Re: [PLUG] Software mirror (RAID1)


On Wed, Jan 5, 2011 at 1:49 AM, JP Vossen <jp@jpsdomain.org> wrote:
> I'm going off on a tangent to Rich's RAID5 question.  I don't have a better
> answer for him, and he's already covered my objections to abusing RAID5.

Tangents are always welcome - usually I'm the one starting them, however...

> NOTE: RAID is **not** a backup!!!  RAID & backups are different things and
> using RAID does not allow you not to back up!

Couldn't agree more on this.  I use a script that employs sarab
(itself a script for dar with rotation logic), gpg, and s3cmd to get
encrypted backups of important stuff onto Amazon S3 reduced-redundancy
storage (with multiple copies of the key stashed away in secure
offsite locations).

I do depend on my RAID as a form of backup for less-important data, so
I wouldn't be able to safely use raid1 to the extent that you do.  I
probably will tolerate some loss of redundancy during my data
migrations to save myself the expense of an additional controller
card, but I wouldn't want to routinely degrade my array.  Stuff like
DVR recordings and various reproducible junk isn't worth 10
cents/month/GB to backup (plus transfer costs), but I'd still regret
losing them.

> RAID1 Cons:
>        * Arguably slower than other solutions

I think this one is oversold from what I've read.  It REALLY depends
on your use case.

Striped RAIDs of any kind (including raid5) are really great for
high-bandwidth streaming of large files (either reads or writes).
They're no better/worse than standalone drives for random read seeks,
and they're worse than standalone drives for random writes of small
amounts of data (must re-read entire stripe), except for COW
implementations (only ZFS that I'm aware of - btrfs doesn't support
raid5 yet).

RAID1 implementations are generally no better/worse than standalone
drives for high-bandwidth streaming of large files (either reads or
writes).  They're also the same as standalone drives for random writes
of small amounts of data.  They're double the performance of
standalone drives for random read seeks.

So, RAID5 performs the same or better than RAID1 for all use cases
except random reads of small amounts of data.  The problem is that
random reads of small amounts of data is probably 95% of what most
hard drives end up doing, and this is why SSDs do so well.

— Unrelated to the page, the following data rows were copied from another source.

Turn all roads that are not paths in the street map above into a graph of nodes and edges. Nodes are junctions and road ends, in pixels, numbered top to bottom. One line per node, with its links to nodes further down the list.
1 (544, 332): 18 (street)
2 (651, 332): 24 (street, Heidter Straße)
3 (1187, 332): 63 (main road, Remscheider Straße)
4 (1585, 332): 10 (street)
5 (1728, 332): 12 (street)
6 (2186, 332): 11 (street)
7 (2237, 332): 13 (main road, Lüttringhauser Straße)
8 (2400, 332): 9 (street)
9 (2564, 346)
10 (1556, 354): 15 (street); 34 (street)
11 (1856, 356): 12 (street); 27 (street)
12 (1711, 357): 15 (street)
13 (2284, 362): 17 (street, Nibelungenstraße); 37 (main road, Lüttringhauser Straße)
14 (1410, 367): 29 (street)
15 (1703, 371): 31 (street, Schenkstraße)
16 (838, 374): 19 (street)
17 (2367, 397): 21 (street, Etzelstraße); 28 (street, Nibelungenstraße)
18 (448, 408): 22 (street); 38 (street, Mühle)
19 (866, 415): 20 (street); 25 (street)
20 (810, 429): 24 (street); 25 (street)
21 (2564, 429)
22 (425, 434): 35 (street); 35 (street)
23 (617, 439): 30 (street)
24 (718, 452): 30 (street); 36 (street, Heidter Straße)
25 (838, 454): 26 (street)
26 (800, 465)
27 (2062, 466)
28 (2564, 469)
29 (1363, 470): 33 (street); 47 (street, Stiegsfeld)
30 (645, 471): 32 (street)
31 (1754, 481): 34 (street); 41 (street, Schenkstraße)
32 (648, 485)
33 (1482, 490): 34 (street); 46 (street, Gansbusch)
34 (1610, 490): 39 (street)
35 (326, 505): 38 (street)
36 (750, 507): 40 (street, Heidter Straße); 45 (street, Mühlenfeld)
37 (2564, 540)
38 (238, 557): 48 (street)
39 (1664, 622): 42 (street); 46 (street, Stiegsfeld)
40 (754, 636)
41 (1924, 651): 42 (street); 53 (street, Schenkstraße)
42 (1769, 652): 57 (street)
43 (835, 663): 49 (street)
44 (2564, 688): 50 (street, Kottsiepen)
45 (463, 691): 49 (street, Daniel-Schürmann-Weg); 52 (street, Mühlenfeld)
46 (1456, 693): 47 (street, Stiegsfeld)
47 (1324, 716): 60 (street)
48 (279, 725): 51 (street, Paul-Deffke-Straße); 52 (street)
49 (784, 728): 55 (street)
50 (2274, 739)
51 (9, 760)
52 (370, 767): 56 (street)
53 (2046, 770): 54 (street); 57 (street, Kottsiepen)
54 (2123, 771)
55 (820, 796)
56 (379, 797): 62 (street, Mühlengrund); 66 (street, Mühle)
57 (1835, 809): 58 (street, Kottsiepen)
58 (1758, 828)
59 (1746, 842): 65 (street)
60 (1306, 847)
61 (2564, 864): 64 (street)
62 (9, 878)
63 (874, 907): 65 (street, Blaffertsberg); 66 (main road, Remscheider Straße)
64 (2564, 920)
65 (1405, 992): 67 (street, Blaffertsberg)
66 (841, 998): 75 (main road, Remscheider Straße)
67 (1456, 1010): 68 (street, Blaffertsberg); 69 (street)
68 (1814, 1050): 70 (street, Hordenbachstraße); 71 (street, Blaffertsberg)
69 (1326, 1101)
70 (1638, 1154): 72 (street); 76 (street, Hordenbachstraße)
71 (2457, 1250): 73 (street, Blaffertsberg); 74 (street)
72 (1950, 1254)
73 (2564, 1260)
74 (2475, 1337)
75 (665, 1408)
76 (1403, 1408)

Some might take issue with my assertion that writes on RAID1 are the
same as a standard hard drive, since RAID1 is usually cited as having
a write penalty.  I think this is oversold, but I'm open to argument
here.  It is true that a write must tie up all drives, but that only
deprives you of the ability to do parallel reads on the additional
drives, which is something that standalone drives never had in the
first place.  It also isn't a differential penalty of RAID1 since
RAID5 has to do the same.  The main difference between RAID1 and RAID5
in this regard is that since RAID5 drives inevitably always end up
doing all seeks in parallel the heads of all drives are always in the
same place anyway, so there is no additional seeking for a write.
RAID1 tends to have more independent drive operation due to parallel
reads, and only on writes do they need to sync up.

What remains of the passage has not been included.